A vida é um sopro. E sempre há um certo imprevisto para nos desviar dos nossos sonhos. Quando percebemos lá se foram 30 ou 40 anos e pensamos: “Ah, antes dos 60 eu resolvo isso”. Aí, na virada dos 60 para os 70 uma voz ecoa dentro de nós: “Será que vai dar tempo?”. Sempre há esperança, a não ser que uma enfermidade resolva antecipar-se e bater à porta.
Pelo menos é isso que nos provoca à reflexão a animação Up - Altas aventuras, exibida na última terça-feira, em uma sessão especial, com 80 idosos, da Associação Caxiense de Atenção ao Idoso (SCAN), Associação Jesus Senhor e Lar da Velhice São Francisco de Assis. A ação foi promovida pelo Instituto Sérgio Lovato.

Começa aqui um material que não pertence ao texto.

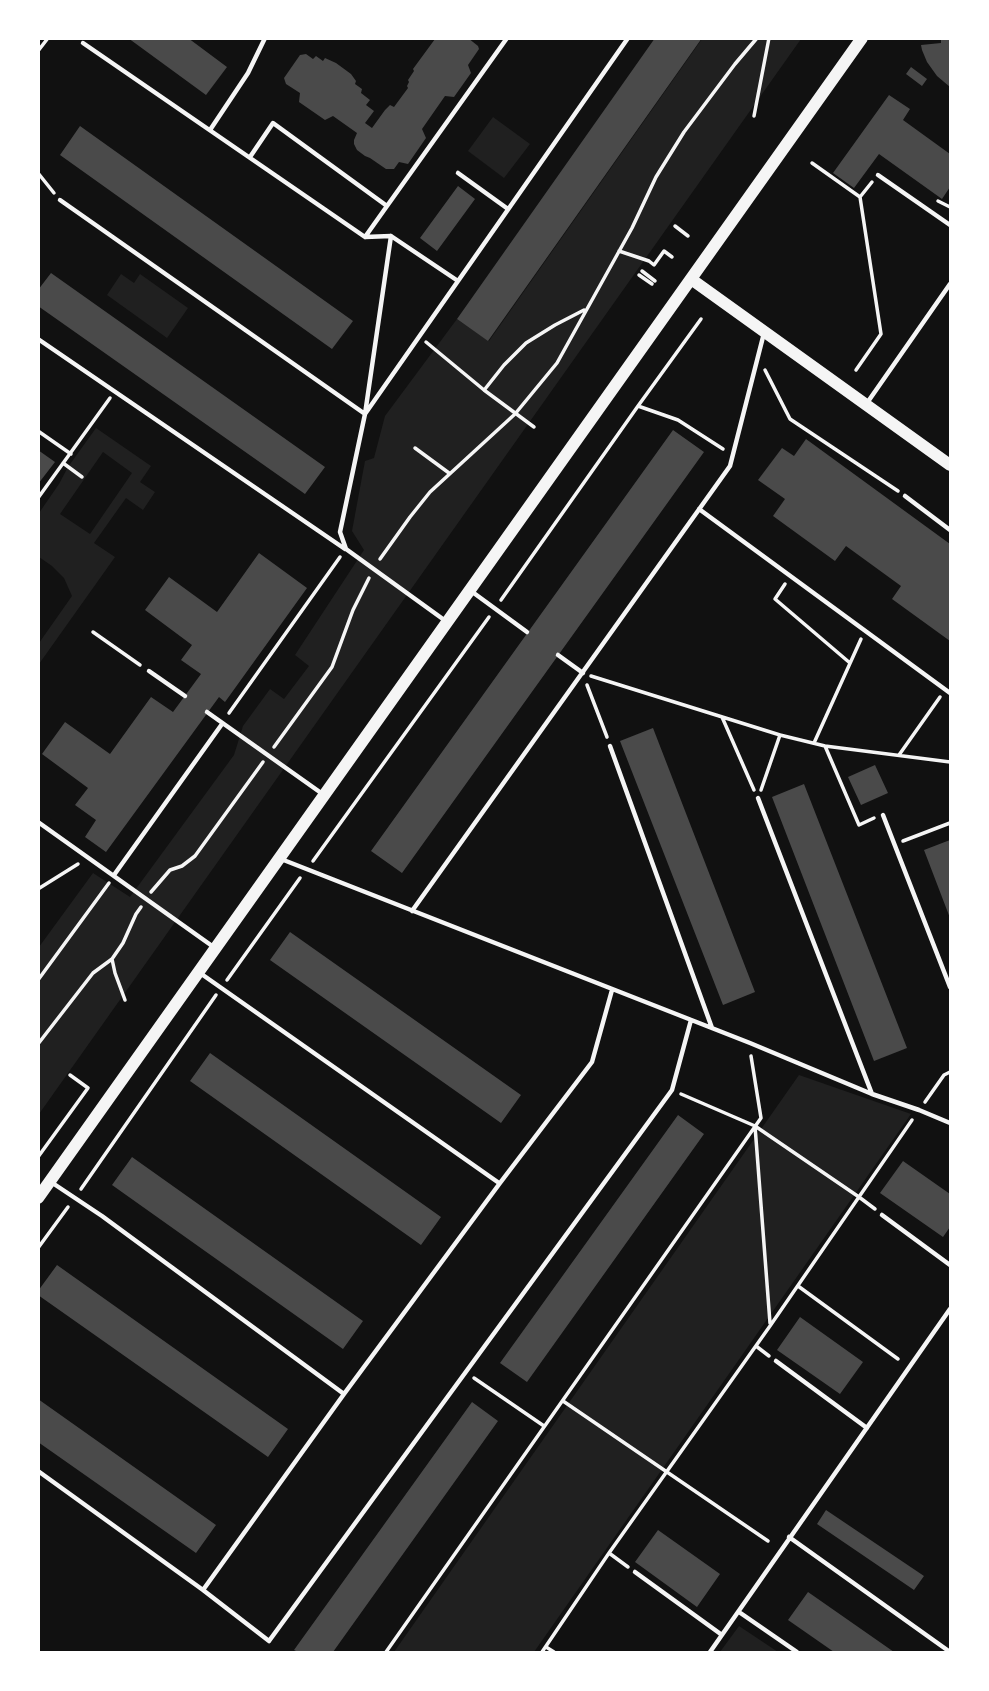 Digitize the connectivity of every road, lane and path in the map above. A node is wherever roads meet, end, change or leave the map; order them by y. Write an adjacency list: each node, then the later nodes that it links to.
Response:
1 (48, 38): 9 (path)
2 (265, 38): 11 (lane)
3 (507, 38): 19 (lane)
4 (628, 38): 20 (lane)
5 (757, 38): 26 (path)
6 (769, 38): 10 (path)
7 (862, 38): 29 (street)
8 (83, 43): 11 (lane)
9 (38, 51)
10 (754, 116)
11 (210, 130): 12 (lane)
12 (250, 157): 19 (lane); 25 (lane)
13 (813, 163): 17 (path)
14 (38, 173): 18 (path)
15 (458, 173): 20 (lane)
16 (878, 175): 17 (path); 21 (lane)
17 (860, 197): 39 (path)
18 (60, 200): 44 (lane)
19 (387, 206): 25 (lane)
20 (508, 209): 30 (lane)
21 (950, 225)
22 (675, 226): 24 (path)
23 (391, 236): 25 (lane); 30 (lane); 44 (lane)
24 (688, 236)
25 (365, 237)
26 (618, 251): 27 (path); 33 (path)
27 (673, 257)
28 (640, 273): 31 (path)
29 (691, 279): 35 (street); 62 (street)
30 (458, 281): 36 (lane)
31 (653, 283)
32 (950, 284): 42 (lane)
33 (586, 309): 40 (path); 45 (path)
34 (701, 319): 43 (path)
35 (765, 332): 38 (lane); 42 (street)
36 (419, 336): 40 (path); 44 (lane)
37 (38, 339): 41 (lane)
38 (757, 356): 50 (lane); 55 (path)
39 (856, 370)
40 (484, 390): 45 (path)
41 (116, 391): 49 (path); 59 (lane)
42 (866, 404): 52 (street)
43 (638, 406): 50 (path); 63 (path)
44 (365, 414): 59 (lane)
45 (515, 414): 46 (path); 53 (path)
46 (534, 427)
47 (38, 431): 49 (path)
48 (415, 447): 53 (path)
49 (71, 454): 51 (path)
50 (732, 456): 57 (lane)
51 (63, 463): 54 (path); 56 (path)
52 (950, 465)
53 (449, 473): 60 (path)
54 (82, 477)
55 (905, 496): 58 (lane)
56 (38, 498)
57 (699, 509): 61 (lane); 71 (lane)
58 (950, 530)
59 (345, 549): 60 (lane); 76 (path)
60 (373, 569): 64 (lane); 82 (path)
61 (790, 576): 69 (path); 72 (lane)
62 (471, 590): 63 (lane); 64 (street)
63 (495, 608): 66 (lane); 92 (path)
64 (448, 622): 84 (street)
65 (93, 632): 70 (path)
66 (527, 632)
67 (857, 647): 69 (path)
68 (558, 655): 71 (lane)
69 (850, 663): 78 (path)
70 (149, 671): 73 (lane)
71 (583, 673): 75 (path); 79 (path); 96 (lane)
72 (948, 691): 81 (path)
73 (185, 696)
74 (207, 712): 76 (lane)
75 (722, 716): 77 (path); 85 (path)
76 (222, 724): 82 (lane); 93 (lane)
77 (780, 734): 78 (path); 85 (path)
78 (814, 743): 80 (path)
79 (610, 746): 106 (lane)
80 (825, 746): 81 (path); 86 (path)
81 (899, 755): 83 (path)
82 (267, 756): 84 (lane); 95 (path)
83 (950, 762)
84 (324, 796): 91 (street)
85 (758, 799): 112 (lane)
86 (883, 814): 89 (lane)
87 (38, 822): 90 (lane)
88 (950, 823): 89 (path)
89 (895, 845): 101 (lane)
90 (89, 858): 93 (lane); 94 (path)
91 (280, 859): 92 (lane); 97 (street)
92 (306, 870): 96 (lane); 102 (path)
93 (114, 875): 95 (lane); 100 (path)
94 (38, 889)
95 (146, 898): 97 (lane); 98 (path)
96 (412, 911): 103 (lane)
97 (216, 948): 99 (street)
98 (111, 959): 104 (path); 108 (path)
99 (199, 973): 102 (lane); 117 (street)
100 (38, 980)
101 (950, 987)
102 (221, 988): 118 (lane); 121 (path)
103 (612, 990): 105 (lane); 118 (lane)
104 (125, 1000)
105 (691, 1020): 106 (lane); 111 (lane)
106 (712, 1029): 107 (lane)
107 (750, 1043): 112 (lane); 115 (path)
108 (38, 1044)
109 (950, 1072): 113 (path)
110 (70, 1075): 116 (path)
111 (672, 1090): 115 (path); 130 (lane)
112 (872, 1094): 113 (lane)
113 (919, 1110): 114 (lane); 119 (path)
114 (950, 1123)
115 (755, 1126): 119 (path); 127 (path); 132 (path)
116 (38, 1157)
117 (50, 1181): 120 (street); 121 (lane)
118 (500, 1183): 131 (lane)
119 (859, 1197): 122 (path); 125 (path)
120 (38, 1198)
121 (75, 1198): 123 (path); 131 (lane)
122 (882, 1215): 124 (lane)
123 (38, 1248)
124 (950, 1265)
125 (798, 1285): 127 (path); 128 (path)
126 (950, 1310): 134 (lane)
127 (770, 1326): 136 (path)
128 (898, 1359)
129 (776, 1361): 134 (lane)
130 (466, 1372): 133 (path); 141 (lane)
131 (344, 1394): 141 (lane)
132 (563, 1401): 133 (path); 136 (path)
133 (544, 1426): 146 (path)
134 (867, 1427): 137 (lane)
135 (38, 1471): 141 (lane)
136 (667, 1471): 138 (path); 139 (path)
137 (789, 1537): 142 (lane); 145 (lane)
138 (768, 1541)
139 (609, 1553): 140 (path); 144 (path)
140 (635, 1572): 143 (lane)
141 (203, 1590)
142 (738, 1612): 143 (lane); 150 (lane)
143 (722, 1635): 149 (lane)
144 (546, 1647): 147 (path); 148 (path)
145 (950, 1652)
146 (386, 1653)
147 (542, 1653)
148 (554, 1653)
149 (710, 1653)
150 (797, 1653) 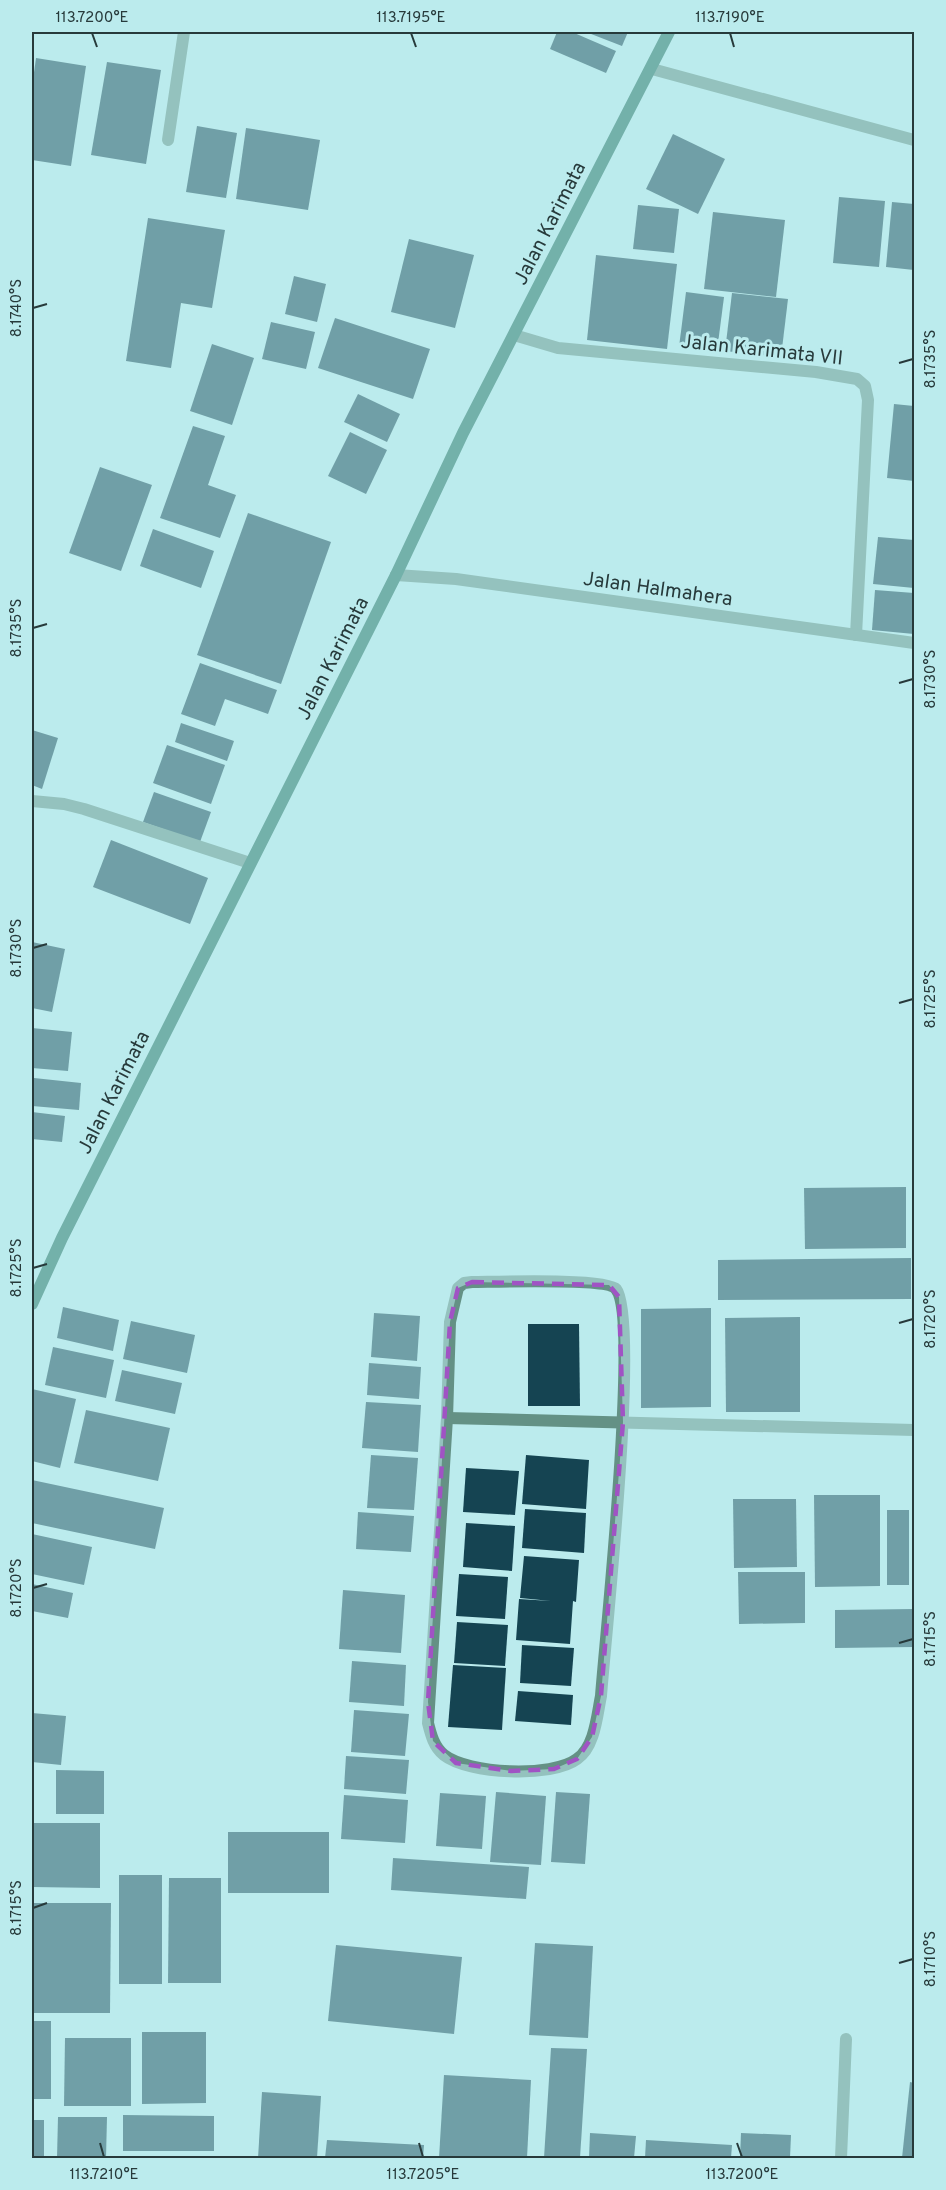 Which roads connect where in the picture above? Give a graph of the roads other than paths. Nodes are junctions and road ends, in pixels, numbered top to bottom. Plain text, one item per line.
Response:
1 (184, 32) edge
2 (669, 32) edge
3 (652, 69) junction
4 (168, 140) dead end
5 (915, 140) edge
6 (514, 335) junction
7 (396, 575) junction
8 (856, 635) junction
9 (915, 643) edge
10 (32, 801) edge
11 (250, 863) junction
12 (32, 1304) edge
13 (447, 1418) junction
14 (623, 1422) junction
15 (915, 1430) edge
16 (846, 2039) dead end
17 (841, 2158) edge

1 - 4 street
2 - 3 main road, Jalan Karimata
3 - 5 street
3 - 6 main road, Jalan Karimata
6 - 7 main road, Jalan Karimata
6 - 8 street, Jalan Karimata VII
7 - 8 street, Jalan Halmahera
7 - 11 main road, Jalan Karimata
8 - 9 street, Jalan Halmahera
10 - 11 street
11 - 12 main road, Jalan Karimata
13 - 14 street
13 - 14 street
13 - 14 street
14 - 15 street
16 - 17 street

Carl Fredricksen e Ellie formam um lindo casal. São os típicos vovozinhos que os netos carinhosamente chamam de fofinhos. Mas o sonho de curtir altas aventuras é sempre protelado, porque há sempre algo mais prioritário que aparece. Ou é a oportunidade de comprar um carro novo, ou é a reforma da casa, ou o desastre de uma árvore que resolve cair sobre o telhado. E o sonho voa como aqueles balões de gás hélio que as crianças deixam escapar e desaparece de vista em segundos. Quando Carl e Ellie perceberam, a vida esvaiu-se. Carl perdeu Ellie e só então decidiu fazer a tão sonhada viagem.
Na plateia da Sala de Cinema Ulysses Geremia (Centro de Cultura Ordovás), em Caxias, havia um senhor magro, esguio e com um bigode fininho e grisalho, que usava uma boina cinzenta. Levir Demuti Dias nasceu em 1925, no mesmo ano em que ocorreram os lançamentos de dois clássicos do cinema mundial: Em Busca do Ouro, de Charles Chaplin e O Encouraçado Potemkin, de Sergueï Eisenstein. Levir era um dos mais atentos às aventuras de Carl e o escoteiro Russell, talvez porque assim como o protagonista, ele viu a morte bater à sua porta e levar sua esposa.
– Fui casado por 62 anos, tenho um filho só. Estou viúvo desde 2010 – revela, com voz mansa e serena, aos 94 anos.
Mais importante do que falar sobre o filme, seu Levir queria explicar como ele tem ajudado aos novos amigos que fez no Lar da Velhice.
– Tem muitos que precisam de ajuda até para tomar banho. Mas eu não, eu sou tão independente que eu ajudo os outros – diverte-se.
Na fila da pipoca, que foi distribuída ao término da sessão, a bem humorada Dorvalina Visserini perguntou se a foto dela ia sair no jornal. Respondi que sim.
– Ah, quero só ver hein!? – disse, Dorvalina, 83 anos, estampando um doce sorriso.
– E o filme, o que a senhora achou?
– Ah, eu gostei muito. Fazia muito tempo que eu não vinha ao cinema. Pra mim o melhor do filme é o gurizinho (Russel, escoteiro, de 8 anos), arteiro que só pra ver. O vovozinho passou muito trabalho com ele. Mas sabe que não vi o final? – revelou, desapontada.
– Por que, não?
– Eu fui ao banheiro bem na hora. Mas tudo bem... – disse, resignada.
Enquanto a fila da pipoca só aumentava, um casal chamava a atenção. Estavam tão ligados um no outro, com olhares de carinho e zelo, que sequer olhavam para o lado. Durante a sessão estavam de mãos dadas, e lá fora seguiam assim, apaixonados. Francisco Damin, 75, e Ledir Sartori, 65, conheceram-se há alguns meses no Lar da Velhice e é como se Deus lhes tivesse acrescentado alguns anos a mais de vida. A morte pode até aparecer sorrateira e enterrar sonhos. Mas o amor sempre brota, mesmo em terra árida, porque a vida tem pressa. Afinal de contas, o amor é o fôlego de vida.